**AIM OF THE TASK**
Within the material below, find each line bearing the word "Chaco" and present it.

**GIVEN DATA**
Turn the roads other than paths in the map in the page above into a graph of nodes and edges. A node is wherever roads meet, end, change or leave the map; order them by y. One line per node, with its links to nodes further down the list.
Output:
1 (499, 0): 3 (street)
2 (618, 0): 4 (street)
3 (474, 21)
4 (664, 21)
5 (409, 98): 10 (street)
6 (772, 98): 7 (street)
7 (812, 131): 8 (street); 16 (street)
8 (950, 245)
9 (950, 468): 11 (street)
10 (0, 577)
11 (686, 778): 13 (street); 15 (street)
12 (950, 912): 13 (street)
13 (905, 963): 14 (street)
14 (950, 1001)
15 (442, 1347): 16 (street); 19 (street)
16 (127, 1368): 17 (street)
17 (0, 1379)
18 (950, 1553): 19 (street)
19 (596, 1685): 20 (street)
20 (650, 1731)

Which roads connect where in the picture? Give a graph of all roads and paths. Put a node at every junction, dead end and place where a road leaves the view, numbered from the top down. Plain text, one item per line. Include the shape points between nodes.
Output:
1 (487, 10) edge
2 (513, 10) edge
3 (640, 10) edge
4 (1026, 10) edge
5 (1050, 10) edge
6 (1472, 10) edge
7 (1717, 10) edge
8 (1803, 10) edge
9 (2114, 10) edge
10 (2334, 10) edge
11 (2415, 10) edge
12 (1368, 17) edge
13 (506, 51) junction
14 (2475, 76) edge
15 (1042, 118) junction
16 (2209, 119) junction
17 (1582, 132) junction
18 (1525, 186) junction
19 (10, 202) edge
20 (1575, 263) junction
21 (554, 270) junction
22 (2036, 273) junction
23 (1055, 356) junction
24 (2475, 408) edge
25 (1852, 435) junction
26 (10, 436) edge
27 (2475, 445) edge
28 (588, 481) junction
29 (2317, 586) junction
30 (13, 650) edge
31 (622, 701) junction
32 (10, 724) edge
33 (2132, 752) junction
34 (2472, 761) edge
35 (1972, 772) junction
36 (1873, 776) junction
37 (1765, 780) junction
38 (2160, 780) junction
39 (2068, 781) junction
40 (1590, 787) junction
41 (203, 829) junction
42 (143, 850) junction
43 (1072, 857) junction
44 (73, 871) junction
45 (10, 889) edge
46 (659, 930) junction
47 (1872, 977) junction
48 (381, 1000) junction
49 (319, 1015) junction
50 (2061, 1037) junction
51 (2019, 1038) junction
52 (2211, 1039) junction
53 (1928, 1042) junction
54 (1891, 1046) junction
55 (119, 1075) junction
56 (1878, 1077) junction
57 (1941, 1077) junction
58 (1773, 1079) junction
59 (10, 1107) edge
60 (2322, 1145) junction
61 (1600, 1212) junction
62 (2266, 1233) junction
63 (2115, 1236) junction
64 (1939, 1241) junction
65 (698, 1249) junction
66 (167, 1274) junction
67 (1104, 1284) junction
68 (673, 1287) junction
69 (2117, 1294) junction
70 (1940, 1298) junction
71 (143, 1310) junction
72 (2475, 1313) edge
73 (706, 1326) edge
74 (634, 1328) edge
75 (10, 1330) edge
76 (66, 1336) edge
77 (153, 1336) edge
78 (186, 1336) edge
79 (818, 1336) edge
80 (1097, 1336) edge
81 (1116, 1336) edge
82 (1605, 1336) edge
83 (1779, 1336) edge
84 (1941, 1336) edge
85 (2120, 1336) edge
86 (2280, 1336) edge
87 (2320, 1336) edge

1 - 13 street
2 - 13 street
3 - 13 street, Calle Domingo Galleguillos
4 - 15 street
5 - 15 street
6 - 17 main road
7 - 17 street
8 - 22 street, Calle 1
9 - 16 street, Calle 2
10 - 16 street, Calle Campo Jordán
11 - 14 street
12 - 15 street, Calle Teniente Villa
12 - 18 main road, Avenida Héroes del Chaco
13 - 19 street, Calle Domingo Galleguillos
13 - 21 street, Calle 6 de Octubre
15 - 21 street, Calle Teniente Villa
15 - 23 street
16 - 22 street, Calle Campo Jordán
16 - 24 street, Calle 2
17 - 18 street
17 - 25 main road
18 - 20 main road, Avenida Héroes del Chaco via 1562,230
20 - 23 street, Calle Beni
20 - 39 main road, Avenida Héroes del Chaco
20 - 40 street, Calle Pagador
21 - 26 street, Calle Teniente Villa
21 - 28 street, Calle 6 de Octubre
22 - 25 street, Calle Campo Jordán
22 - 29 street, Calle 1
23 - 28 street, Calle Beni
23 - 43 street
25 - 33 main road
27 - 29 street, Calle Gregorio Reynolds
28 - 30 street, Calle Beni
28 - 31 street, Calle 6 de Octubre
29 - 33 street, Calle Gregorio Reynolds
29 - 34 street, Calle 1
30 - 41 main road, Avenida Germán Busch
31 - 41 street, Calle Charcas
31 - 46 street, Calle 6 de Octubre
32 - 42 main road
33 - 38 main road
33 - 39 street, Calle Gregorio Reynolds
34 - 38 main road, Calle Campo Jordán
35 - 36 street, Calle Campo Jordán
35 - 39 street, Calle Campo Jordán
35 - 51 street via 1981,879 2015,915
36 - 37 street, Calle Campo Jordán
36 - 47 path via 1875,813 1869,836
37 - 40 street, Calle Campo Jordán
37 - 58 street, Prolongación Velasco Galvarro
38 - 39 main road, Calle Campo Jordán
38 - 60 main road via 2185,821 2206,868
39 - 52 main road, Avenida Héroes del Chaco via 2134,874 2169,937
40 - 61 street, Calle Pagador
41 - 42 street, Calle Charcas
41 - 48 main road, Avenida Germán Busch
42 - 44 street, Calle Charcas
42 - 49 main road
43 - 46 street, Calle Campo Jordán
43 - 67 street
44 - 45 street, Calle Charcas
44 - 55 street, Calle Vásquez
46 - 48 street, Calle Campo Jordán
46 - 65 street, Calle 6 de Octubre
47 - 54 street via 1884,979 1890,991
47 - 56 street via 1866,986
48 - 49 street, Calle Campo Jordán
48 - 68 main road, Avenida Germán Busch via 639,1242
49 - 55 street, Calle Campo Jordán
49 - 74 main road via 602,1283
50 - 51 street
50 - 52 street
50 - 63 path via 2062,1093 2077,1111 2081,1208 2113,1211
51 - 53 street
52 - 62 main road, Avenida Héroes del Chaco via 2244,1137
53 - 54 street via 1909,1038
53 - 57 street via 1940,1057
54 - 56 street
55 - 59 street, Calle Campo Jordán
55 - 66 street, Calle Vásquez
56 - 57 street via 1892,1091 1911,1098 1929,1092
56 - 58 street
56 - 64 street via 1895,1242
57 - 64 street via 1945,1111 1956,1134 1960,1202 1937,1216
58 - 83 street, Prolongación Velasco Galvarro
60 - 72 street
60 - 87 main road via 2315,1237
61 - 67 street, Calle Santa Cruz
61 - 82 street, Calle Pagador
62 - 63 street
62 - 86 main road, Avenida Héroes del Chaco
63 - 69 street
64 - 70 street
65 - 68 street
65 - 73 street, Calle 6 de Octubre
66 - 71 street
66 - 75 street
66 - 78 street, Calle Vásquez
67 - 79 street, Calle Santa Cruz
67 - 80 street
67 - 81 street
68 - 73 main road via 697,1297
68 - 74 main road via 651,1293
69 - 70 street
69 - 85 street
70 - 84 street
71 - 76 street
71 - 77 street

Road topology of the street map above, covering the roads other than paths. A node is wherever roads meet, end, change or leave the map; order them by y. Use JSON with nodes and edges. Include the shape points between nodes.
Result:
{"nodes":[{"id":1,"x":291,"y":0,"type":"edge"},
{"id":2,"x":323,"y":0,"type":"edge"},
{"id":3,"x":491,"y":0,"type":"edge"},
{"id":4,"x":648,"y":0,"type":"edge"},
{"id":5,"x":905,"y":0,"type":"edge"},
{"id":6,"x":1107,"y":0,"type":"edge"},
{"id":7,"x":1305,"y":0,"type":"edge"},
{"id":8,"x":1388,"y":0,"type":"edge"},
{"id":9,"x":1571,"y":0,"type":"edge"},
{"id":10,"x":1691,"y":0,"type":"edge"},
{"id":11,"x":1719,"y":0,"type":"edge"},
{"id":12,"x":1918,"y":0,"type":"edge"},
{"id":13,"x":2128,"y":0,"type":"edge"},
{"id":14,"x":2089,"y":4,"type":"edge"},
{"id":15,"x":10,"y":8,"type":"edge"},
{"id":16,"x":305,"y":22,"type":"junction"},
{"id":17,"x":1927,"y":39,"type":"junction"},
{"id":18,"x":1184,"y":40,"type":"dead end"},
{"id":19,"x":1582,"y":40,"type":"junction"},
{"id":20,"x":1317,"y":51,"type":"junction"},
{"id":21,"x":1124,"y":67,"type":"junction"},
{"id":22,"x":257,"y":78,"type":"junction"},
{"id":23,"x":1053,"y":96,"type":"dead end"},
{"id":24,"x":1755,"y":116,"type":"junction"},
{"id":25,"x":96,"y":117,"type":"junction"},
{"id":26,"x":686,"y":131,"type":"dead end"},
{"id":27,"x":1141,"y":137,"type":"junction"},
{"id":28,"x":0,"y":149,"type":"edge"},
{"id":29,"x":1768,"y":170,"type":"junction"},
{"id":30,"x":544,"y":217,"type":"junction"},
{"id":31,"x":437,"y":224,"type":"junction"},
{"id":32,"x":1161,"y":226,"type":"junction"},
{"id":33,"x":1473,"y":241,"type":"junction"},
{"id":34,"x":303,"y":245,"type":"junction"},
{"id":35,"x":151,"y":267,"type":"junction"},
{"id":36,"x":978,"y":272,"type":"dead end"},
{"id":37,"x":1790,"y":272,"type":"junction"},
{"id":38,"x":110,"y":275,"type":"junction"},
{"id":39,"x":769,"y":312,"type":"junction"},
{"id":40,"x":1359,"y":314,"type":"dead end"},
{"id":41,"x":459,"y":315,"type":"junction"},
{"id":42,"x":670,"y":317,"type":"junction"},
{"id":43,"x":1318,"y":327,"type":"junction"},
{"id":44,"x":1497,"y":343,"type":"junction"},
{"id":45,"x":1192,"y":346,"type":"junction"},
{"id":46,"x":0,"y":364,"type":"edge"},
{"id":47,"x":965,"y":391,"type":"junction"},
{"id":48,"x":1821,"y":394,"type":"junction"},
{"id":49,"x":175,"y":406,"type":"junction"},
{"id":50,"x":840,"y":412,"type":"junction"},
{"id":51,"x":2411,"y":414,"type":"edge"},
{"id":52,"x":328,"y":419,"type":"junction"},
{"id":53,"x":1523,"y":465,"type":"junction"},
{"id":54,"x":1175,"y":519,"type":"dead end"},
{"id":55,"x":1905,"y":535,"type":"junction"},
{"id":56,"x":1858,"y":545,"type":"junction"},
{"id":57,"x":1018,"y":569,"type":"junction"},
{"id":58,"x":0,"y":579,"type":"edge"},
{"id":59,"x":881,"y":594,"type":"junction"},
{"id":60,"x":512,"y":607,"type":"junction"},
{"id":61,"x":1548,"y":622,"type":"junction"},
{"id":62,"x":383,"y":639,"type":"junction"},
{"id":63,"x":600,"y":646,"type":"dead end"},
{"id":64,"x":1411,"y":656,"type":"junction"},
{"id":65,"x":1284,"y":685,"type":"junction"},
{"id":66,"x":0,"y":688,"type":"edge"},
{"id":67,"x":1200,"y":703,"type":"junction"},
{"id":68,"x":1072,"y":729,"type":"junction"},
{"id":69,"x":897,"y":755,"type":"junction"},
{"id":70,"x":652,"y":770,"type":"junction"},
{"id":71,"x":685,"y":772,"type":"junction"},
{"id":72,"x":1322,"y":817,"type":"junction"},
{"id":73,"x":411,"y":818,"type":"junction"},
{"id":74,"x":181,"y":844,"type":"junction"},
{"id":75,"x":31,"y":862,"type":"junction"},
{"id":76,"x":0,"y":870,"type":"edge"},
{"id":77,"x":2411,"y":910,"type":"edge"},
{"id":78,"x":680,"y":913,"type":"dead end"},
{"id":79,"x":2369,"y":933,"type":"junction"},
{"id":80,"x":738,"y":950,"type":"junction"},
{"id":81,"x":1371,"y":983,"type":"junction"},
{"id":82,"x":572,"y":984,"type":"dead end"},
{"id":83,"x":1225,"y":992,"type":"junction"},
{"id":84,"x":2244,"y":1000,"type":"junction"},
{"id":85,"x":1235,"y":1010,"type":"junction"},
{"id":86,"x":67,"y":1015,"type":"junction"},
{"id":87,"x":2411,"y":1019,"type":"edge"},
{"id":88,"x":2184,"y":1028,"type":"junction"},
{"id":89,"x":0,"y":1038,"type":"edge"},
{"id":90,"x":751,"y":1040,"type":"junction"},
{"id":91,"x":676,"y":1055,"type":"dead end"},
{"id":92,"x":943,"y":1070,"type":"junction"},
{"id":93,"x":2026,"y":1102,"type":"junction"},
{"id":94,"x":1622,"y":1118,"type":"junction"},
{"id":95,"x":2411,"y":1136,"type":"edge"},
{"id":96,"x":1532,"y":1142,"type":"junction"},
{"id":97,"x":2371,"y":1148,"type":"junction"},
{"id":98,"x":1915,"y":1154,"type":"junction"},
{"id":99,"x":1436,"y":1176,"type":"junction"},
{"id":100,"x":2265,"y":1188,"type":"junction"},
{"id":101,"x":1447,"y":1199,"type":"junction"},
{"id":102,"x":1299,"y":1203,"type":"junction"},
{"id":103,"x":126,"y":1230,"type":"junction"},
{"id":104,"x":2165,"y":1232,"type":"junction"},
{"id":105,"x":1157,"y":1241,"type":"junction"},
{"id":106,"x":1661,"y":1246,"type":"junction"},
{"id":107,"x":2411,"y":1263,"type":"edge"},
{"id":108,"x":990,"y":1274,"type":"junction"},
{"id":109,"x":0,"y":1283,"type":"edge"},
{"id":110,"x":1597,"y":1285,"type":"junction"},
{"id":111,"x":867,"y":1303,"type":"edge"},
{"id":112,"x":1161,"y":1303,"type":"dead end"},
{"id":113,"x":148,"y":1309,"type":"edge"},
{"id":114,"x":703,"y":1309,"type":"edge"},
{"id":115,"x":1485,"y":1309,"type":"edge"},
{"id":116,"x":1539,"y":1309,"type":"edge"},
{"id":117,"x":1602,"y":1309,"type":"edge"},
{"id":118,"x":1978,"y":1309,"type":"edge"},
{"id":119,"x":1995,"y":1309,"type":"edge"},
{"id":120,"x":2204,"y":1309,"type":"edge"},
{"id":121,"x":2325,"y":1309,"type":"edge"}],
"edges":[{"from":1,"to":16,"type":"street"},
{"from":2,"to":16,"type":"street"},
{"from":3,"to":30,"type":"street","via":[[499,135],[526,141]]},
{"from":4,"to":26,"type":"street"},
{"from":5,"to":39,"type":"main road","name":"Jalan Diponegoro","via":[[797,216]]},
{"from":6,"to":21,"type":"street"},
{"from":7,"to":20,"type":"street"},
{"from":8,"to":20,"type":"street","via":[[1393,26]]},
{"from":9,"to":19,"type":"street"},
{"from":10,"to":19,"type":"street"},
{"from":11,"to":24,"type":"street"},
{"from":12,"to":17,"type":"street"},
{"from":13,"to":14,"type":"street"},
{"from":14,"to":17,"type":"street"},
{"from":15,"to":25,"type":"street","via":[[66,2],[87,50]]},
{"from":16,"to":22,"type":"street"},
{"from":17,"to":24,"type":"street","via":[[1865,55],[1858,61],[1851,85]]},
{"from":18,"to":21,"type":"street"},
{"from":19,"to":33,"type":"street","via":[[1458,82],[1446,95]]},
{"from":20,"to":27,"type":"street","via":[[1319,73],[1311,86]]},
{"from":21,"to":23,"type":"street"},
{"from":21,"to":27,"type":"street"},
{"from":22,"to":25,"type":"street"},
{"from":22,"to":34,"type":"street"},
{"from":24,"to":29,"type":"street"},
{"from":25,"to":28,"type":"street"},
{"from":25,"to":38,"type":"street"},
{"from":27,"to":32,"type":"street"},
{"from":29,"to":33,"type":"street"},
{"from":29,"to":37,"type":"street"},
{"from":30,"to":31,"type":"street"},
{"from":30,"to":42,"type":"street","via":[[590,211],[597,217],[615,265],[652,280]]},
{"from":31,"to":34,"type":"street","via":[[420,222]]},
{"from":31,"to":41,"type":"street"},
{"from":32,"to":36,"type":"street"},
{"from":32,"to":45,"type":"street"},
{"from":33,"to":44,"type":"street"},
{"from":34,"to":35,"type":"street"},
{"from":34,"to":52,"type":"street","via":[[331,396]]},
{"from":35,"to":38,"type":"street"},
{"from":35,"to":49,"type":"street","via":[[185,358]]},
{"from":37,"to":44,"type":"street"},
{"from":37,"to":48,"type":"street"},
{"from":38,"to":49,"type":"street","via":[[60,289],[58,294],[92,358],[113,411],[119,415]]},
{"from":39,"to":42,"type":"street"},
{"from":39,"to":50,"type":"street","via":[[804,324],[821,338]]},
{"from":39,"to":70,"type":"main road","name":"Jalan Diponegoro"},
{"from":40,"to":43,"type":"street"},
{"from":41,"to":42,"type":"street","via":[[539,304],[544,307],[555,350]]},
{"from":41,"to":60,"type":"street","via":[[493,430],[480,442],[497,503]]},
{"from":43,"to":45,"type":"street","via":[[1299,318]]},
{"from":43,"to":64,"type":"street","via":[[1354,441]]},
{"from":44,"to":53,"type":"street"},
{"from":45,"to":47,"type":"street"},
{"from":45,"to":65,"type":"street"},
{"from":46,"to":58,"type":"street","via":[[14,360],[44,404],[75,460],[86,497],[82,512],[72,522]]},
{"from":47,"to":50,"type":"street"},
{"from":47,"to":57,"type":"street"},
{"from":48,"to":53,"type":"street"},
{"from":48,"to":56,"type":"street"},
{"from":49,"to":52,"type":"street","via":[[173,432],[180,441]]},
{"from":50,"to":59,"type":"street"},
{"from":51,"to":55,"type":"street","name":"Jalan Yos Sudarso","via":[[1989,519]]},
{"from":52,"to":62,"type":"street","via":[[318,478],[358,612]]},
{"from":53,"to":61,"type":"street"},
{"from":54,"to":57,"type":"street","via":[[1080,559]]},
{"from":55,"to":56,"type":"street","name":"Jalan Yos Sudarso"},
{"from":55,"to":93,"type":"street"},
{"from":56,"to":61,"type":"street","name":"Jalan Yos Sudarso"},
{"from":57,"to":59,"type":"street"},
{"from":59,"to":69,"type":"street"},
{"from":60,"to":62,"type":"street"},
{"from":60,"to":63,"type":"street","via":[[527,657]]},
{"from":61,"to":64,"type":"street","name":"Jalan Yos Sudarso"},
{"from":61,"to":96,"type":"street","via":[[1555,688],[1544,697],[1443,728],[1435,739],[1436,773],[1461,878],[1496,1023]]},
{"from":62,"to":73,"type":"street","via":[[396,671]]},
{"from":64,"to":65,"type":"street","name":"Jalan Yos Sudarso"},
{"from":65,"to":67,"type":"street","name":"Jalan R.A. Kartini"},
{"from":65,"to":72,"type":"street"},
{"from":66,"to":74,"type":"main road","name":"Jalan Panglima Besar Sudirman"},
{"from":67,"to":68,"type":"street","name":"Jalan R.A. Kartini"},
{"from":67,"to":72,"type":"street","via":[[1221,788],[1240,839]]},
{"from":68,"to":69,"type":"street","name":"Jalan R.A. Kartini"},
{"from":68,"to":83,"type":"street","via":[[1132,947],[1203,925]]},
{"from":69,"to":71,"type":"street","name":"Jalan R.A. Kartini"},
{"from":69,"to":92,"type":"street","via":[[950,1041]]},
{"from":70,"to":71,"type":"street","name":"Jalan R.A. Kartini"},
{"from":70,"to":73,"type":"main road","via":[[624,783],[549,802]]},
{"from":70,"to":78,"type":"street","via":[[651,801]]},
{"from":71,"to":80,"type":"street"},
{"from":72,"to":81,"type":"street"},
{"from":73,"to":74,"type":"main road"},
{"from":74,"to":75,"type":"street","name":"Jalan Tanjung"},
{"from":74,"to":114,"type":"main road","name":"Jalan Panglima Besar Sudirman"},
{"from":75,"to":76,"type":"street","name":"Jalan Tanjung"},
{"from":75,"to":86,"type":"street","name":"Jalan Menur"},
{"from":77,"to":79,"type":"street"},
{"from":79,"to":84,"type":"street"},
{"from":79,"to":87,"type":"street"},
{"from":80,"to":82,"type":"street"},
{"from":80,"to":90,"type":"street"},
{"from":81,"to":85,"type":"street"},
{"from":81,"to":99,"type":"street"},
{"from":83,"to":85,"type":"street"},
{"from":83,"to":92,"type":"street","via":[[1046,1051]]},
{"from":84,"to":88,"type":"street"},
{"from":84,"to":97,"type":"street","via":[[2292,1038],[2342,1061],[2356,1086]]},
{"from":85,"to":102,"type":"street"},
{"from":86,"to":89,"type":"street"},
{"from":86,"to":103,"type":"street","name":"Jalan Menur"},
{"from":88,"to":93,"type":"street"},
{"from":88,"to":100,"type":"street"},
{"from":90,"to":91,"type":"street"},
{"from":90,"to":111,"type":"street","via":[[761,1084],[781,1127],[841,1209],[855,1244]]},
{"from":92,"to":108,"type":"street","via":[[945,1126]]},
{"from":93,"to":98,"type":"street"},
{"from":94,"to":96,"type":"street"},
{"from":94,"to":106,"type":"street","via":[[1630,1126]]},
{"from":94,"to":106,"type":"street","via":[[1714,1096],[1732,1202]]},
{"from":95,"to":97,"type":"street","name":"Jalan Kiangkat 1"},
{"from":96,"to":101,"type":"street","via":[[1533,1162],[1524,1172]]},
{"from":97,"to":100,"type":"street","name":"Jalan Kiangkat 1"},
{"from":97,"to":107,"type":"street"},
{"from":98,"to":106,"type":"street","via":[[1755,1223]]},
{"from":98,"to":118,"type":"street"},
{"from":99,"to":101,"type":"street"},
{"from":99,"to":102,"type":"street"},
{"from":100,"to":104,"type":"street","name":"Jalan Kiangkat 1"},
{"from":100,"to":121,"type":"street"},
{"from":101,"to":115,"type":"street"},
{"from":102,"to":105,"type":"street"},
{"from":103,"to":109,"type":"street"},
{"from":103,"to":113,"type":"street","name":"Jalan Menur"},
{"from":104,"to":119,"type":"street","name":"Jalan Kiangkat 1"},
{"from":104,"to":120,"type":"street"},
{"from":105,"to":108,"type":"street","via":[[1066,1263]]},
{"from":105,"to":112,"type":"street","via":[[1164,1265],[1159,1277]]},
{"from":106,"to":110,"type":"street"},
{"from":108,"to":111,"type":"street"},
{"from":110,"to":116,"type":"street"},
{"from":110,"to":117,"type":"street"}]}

**FINISHED TASK**
12 - 18 main road, Avenida Héroes del Chaco
18 - 20 main road, Avenida Héroes del Chaco via 1562,230
20 - 39 main road, Avenida Héroes del Chaco
39 - 52 main road, Avenida Héroes del Chaco via 2134,874 2169,937
52 - 62 main road, Avenida Héroes del Chaco via 2244,1137
62 - 86 main road, Avenida Héroes del Chaco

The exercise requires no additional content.